Four years ago, Huawei was banned by the American government from continuing to acquire advanced chips for its smartphones from Taiwan’s TSMC, which uses partly American technology. It was the beginning of the United States’ siege on the Chinese company — which grew so much that it surpassed not only Apple in global sales, but the Korean Samsung, becoming the world leader.

With these and other sanctions, Huawei almost disappeared from the smartphone market, to the point that its founder warned employees, at an internal event, that it was fighting for its survival. The announcement of the Mate 60 Pro, with a chip designed by Huawei and manufactured by the Chinese company SMIC, revived local customers and even other companies, which have announced leaps in technology.

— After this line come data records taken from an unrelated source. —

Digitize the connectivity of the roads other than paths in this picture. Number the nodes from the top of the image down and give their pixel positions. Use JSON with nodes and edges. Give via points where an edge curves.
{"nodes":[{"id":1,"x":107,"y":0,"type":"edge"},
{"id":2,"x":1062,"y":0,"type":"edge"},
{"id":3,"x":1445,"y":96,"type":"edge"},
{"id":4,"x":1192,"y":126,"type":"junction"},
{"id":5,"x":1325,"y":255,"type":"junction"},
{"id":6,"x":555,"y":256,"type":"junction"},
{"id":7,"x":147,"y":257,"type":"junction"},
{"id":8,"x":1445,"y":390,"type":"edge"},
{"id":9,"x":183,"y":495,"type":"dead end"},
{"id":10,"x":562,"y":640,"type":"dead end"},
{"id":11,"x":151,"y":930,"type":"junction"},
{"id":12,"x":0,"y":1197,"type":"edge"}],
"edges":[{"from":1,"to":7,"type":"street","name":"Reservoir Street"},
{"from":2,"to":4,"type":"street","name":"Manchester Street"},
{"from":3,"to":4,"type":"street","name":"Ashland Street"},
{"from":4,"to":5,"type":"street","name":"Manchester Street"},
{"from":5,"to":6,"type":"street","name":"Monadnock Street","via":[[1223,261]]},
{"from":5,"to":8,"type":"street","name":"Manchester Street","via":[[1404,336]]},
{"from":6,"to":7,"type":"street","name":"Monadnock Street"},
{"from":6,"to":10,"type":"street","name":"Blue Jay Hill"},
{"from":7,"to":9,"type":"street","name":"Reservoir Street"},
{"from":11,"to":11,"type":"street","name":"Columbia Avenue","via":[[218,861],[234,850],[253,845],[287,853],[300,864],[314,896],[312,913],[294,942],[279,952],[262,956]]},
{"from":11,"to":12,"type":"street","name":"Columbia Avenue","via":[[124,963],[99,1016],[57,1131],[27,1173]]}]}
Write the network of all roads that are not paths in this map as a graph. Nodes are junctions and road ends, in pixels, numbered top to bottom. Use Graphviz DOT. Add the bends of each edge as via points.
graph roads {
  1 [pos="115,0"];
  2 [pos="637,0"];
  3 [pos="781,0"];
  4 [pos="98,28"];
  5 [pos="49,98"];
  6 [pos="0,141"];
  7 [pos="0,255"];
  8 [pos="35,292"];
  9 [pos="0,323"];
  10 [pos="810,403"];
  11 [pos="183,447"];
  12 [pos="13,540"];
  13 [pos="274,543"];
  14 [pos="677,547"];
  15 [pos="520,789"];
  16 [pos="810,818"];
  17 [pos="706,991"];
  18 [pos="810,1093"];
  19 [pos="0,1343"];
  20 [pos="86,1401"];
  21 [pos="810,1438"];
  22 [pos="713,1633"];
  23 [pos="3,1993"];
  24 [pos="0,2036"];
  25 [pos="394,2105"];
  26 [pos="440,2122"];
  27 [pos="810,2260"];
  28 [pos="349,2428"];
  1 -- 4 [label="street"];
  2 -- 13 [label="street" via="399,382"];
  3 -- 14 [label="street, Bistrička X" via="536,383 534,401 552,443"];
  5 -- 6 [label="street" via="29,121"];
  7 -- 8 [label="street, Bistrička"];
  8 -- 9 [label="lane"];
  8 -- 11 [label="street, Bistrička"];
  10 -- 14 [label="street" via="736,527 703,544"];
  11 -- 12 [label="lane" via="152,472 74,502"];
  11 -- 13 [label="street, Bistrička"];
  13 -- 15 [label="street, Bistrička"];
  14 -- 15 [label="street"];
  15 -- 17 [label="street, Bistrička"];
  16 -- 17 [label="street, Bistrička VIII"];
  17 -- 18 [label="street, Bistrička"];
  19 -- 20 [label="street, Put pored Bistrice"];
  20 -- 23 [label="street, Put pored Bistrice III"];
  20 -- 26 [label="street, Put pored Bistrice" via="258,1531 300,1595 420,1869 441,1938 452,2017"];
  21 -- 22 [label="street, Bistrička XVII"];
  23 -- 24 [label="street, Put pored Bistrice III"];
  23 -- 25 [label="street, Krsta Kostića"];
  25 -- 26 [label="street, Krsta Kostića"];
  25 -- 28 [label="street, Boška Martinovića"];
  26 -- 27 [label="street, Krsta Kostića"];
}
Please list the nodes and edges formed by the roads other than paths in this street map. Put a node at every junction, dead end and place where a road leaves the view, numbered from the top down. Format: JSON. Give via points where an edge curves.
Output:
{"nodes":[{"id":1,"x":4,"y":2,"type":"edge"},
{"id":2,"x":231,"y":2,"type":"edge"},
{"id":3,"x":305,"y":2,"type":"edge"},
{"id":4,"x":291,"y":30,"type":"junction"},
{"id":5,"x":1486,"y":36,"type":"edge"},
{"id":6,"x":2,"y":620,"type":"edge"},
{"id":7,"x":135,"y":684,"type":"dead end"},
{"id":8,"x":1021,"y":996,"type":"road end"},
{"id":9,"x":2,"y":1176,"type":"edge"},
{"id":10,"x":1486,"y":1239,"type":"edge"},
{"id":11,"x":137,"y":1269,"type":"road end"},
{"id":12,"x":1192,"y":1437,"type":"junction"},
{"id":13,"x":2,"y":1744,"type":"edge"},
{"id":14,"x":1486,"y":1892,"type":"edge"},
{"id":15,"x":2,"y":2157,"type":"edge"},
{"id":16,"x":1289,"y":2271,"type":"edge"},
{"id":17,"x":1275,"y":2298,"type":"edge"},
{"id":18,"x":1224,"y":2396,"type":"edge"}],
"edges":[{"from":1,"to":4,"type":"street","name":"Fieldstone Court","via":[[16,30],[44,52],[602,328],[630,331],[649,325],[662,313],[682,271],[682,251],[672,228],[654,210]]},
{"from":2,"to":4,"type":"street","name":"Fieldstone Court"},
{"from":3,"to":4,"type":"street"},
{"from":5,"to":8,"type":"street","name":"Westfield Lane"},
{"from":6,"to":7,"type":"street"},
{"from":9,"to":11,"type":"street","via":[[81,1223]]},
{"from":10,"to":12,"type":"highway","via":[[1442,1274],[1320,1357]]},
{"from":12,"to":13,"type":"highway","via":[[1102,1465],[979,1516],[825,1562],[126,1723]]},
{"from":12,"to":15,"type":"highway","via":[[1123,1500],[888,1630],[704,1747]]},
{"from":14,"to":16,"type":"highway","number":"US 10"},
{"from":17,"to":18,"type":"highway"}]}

During the visit that culminated in the price cuts, Cook published messages on his Sina Weibo account, including a photo of a famous bridge in Sichuan taken with an iPhone 15, spoke to state media hailing Chinese innovation and met officials such as the Minister of Commerce, Wang Wentao, and Vice Prime Minister Ding Xuexiang.

But the most significant visit was to a Chinese manufacturer of Apple products, also in Sichuan and with a video on Weibo. “We have worked with Luxshare for over a decade, and now they are producing some of our most advanced devices, including the iPhone 15 Pro Max,” Cook wrote in his account, thanking the company’s president, Wang Laichun.

Wang worked at Foxconn, China’s top iPhone maker, before founding competitor Luxshare. Cook’s visit and praise coincided with Apple’s efforts to reduce dependence and costs on Foxconn, which was resisting and thus making it difficult to offer the new iPhone at more competitive prices.